**Task instructions**
Check each line of the data below for the word "where". How many lines have it? Answer with the number alone.

[Extracted records]
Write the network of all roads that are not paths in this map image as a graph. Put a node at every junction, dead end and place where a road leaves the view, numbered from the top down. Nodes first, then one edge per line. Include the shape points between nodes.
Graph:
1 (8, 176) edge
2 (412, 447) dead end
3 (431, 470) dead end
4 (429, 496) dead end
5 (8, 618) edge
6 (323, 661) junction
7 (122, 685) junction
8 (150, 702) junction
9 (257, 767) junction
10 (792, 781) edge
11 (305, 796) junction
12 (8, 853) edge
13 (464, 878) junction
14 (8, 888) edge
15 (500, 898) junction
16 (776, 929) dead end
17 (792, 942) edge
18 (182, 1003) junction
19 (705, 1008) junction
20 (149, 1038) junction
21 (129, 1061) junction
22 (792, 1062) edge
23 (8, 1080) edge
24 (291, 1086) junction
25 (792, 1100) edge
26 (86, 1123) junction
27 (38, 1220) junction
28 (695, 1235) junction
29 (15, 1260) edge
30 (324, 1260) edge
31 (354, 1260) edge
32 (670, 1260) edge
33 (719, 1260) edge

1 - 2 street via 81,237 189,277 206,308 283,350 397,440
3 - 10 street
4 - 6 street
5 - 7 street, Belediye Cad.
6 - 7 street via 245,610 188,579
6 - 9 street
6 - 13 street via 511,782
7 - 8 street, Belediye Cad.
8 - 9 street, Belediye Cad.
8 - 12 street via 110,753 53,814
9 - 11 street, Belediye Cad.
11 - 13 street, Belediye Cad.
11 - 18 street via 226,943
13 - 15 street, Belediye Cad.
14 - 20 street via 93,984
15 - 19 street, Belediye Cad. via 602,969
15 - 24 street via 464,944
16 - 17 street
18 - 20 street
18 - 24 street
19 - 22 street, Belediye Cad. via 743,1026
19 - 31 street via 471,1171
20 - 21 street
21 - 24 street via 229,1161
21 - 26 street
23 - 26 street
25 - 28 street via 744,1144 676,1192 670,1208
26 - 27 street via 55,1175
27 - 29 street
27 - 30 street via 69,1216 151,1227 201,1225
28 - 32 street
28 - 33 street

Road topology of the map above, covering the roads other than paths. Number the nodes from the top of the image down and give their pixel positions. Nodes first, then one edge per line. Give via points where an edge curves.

**Task output**
2